Tracking VT Variations The read and write leveling processes occur only once, during power-up initialization of the memory interface. During normal circuit operation, however, voltage and temperature (VT) variations can alter signal timing within the memory interface device by a significant fraction of the DDR3 data rate period. To keep timing robust, then, the memory interface should also compensate for these VT variations.One way to accomplish this is to have a test pathway in the interface that mimics the data pathways and calibrates that mimic path timing against a reference clock during initialization. By periodically checking the mimic path timing, the memory controller can determine the amount and direction of any timing shifts and apply an appropriate compensation to the memory interface signals.
Among the timing adjustments the memory interface must make is an option to control the impedance of circuits. The DDR3 specification provides a ZQ pin on the memory device as an attachment point for an impedance reference. The memory can use this reference to calibrate its own I/O impedances and present that information to the memory controller. The controller can then actively alter the memory’s ODT along with its own I/O impedances to maintain a good match among all of the circuit elements (Fig. 5).
The presence of all these calibrations and other dynamic adjustments in the memory interface—as well as the complexities of managing the activation of banks and precharge of rows, controlling memory mapping, and providing dynamic command sequencing to the memory array—makes the full design of a DDR3 memory interface a daunting task. For many developers, then, acquiring a DDR3 interface in the form of silicon IP will be the preferred path.
Such DDR3 interface IP is becoming increasingly available. Among FPGA providers, for instance, Altera and Xilinx offer reference designs that leverage their devices’ strengths to provide all of the required functionality. ASIC cores that chip designers can incorporate also are available from Rambus, Virage Logic, and others.
Design teams making an IP selection, though, will need to consider a variety of factors. One is the IP’s flexibility for adapting to specific system requirements. Flexibility may be important, for instance, in slew rate and output driver strength control, as is available in the Rambus and Virage Logic DDR3 IP. Signal slew rate directly impacts noise levels and power consumption as well as setting attainable performance limits. It may be useful in systems that don’t meed the highest performance in their memory access to be able to scale back clock speed and slew rate to save power and reduce noise.

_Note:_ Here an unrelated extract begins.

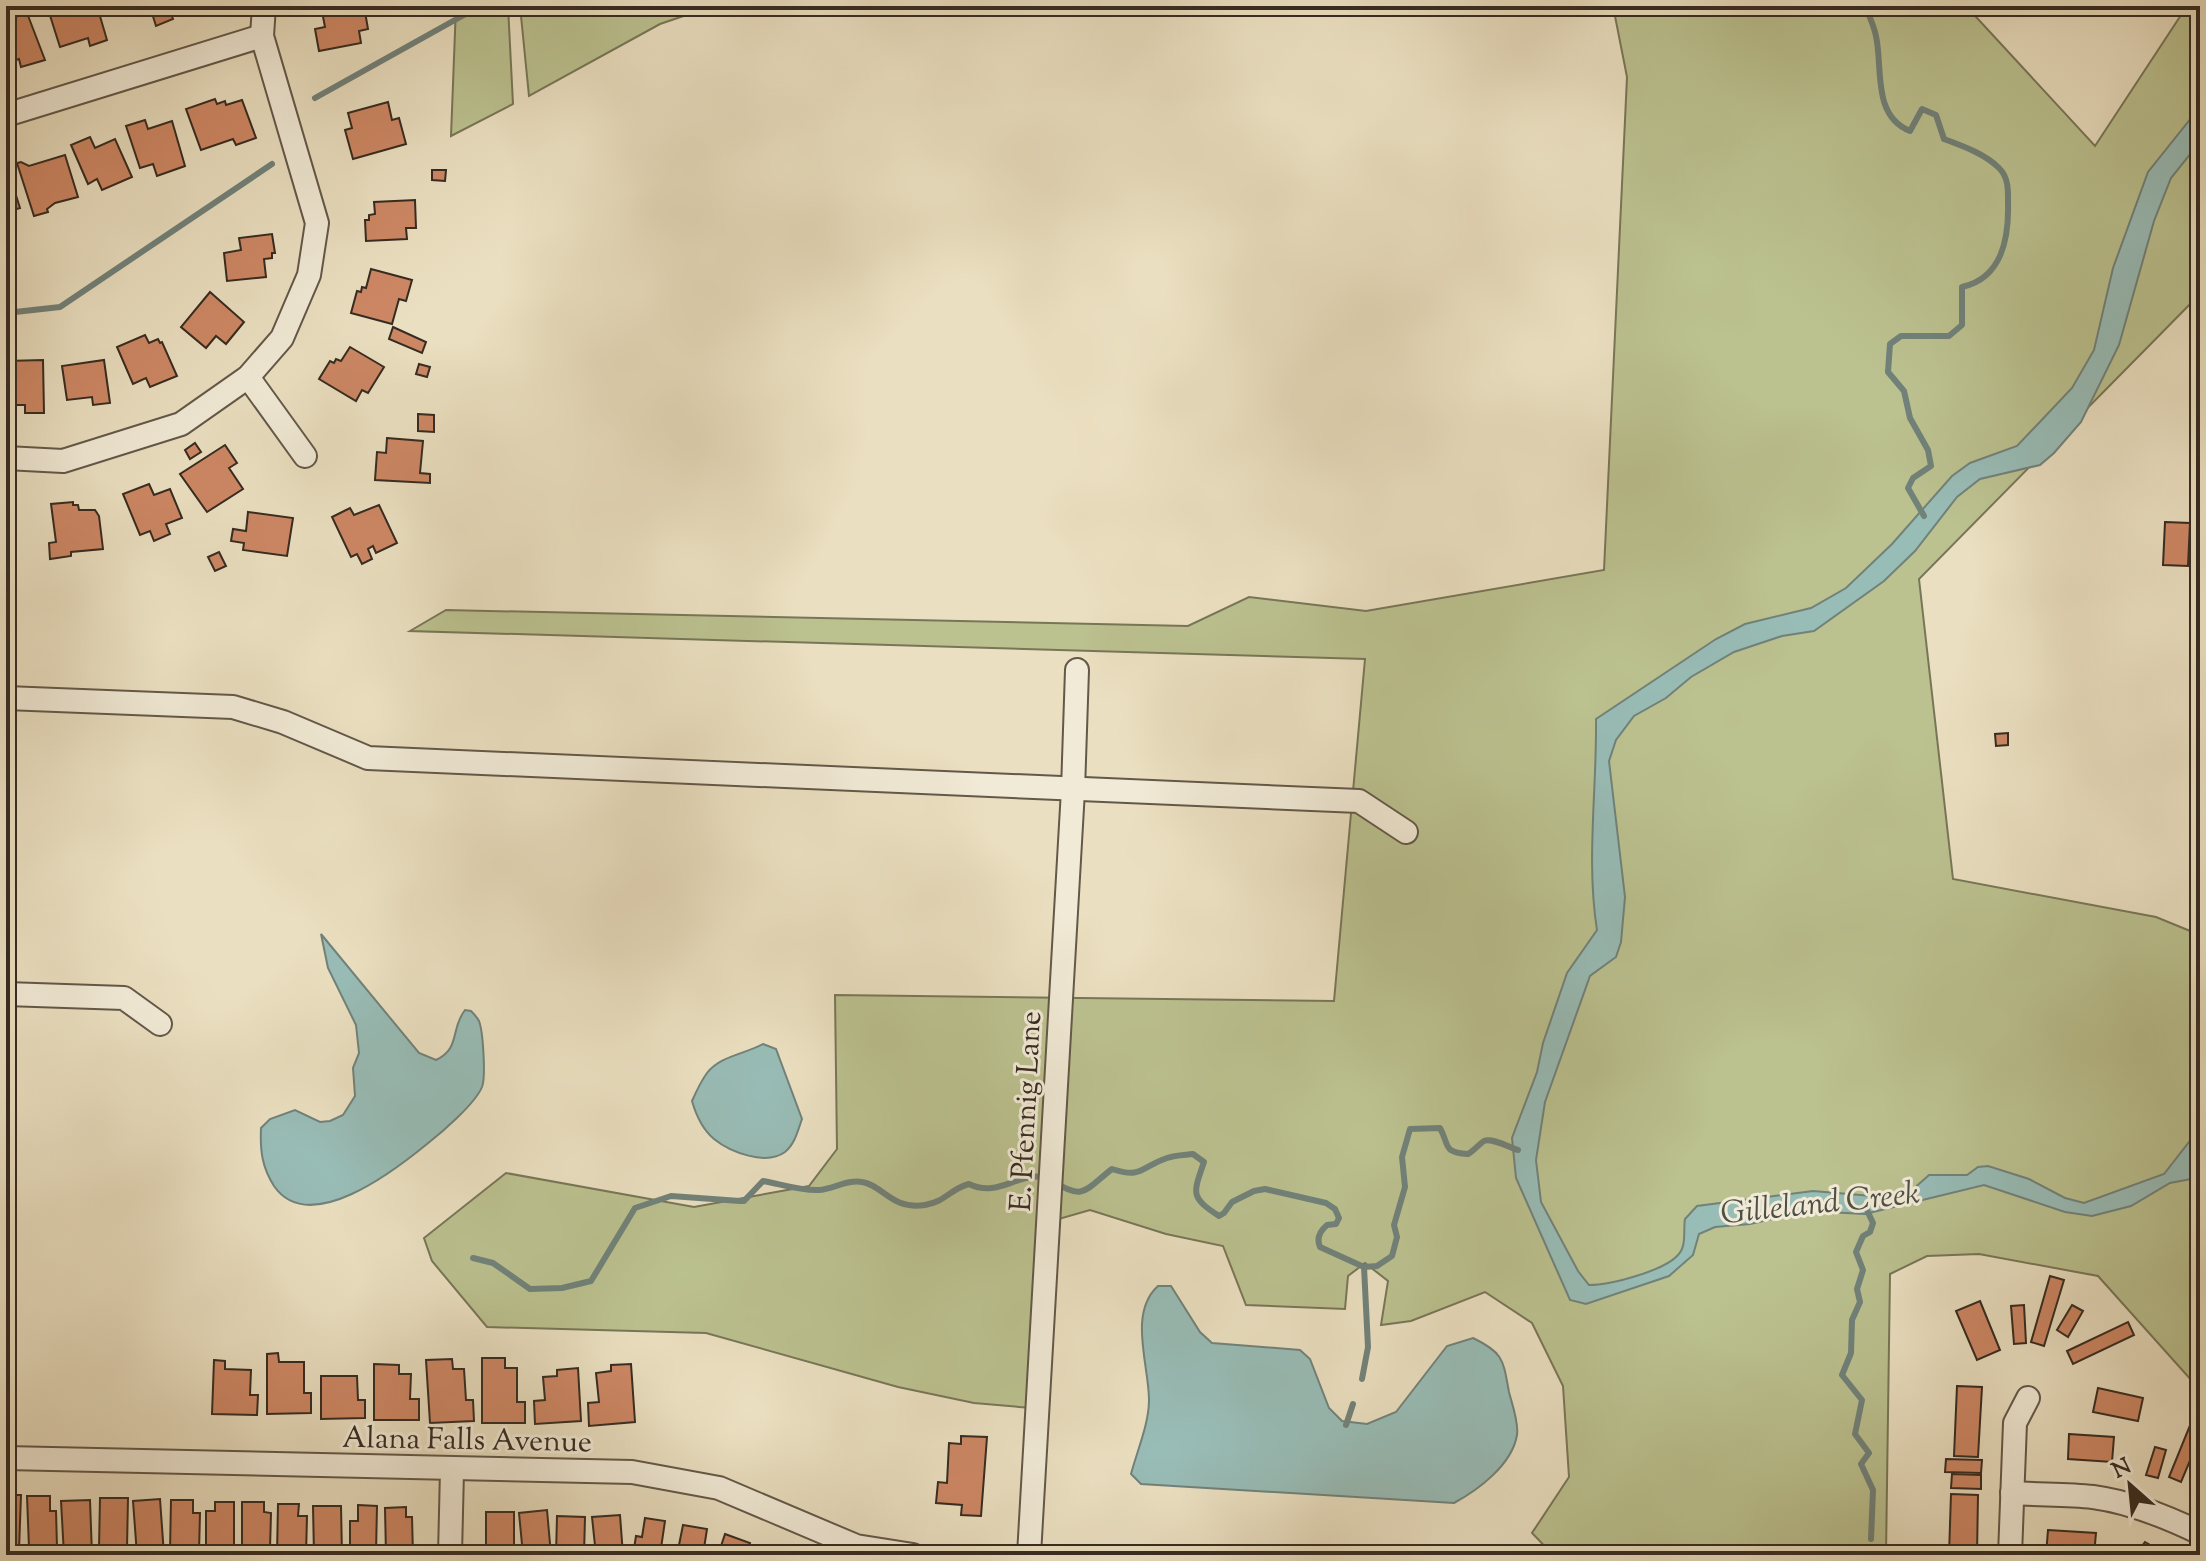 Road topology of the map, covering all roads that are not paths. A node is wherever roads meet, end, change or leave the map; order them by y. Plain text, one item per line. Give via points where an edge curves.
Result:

IP Flexibility Is Key The ability to control drive strength permits developers to readily adapt the IP for the various load levels. A high drive allows the interface to maintain signal speeds for heavy loads while a lower drive helps minimize power demand with light loading. A wide range of options, such as the nine settings from 30- to 240-O drive strengths offered by Virage Logic, makes implementing the right strength for a specific installation easier.Above and beyond the technical specifications of the IP, however, developers should consider the business aspects of working with a supplier. A vendor’s ability to provide support can be essential to meeting market windows. The size and financial strength of the vendor can also be key in assuring customers that the vendor will survive to continue offering support.
And then there’s the issue of cost. For now, DDR3 memory devices and the interface to support them are more expensive than DDR2. But an increase in one aspect of a system design effort may generate savings in another. Looking carefully at the performance increase, power reduction, and board design simplification that DDR3 SDRAM can bring to a system may be enough to tip the balance and encourage a move up to DDR3.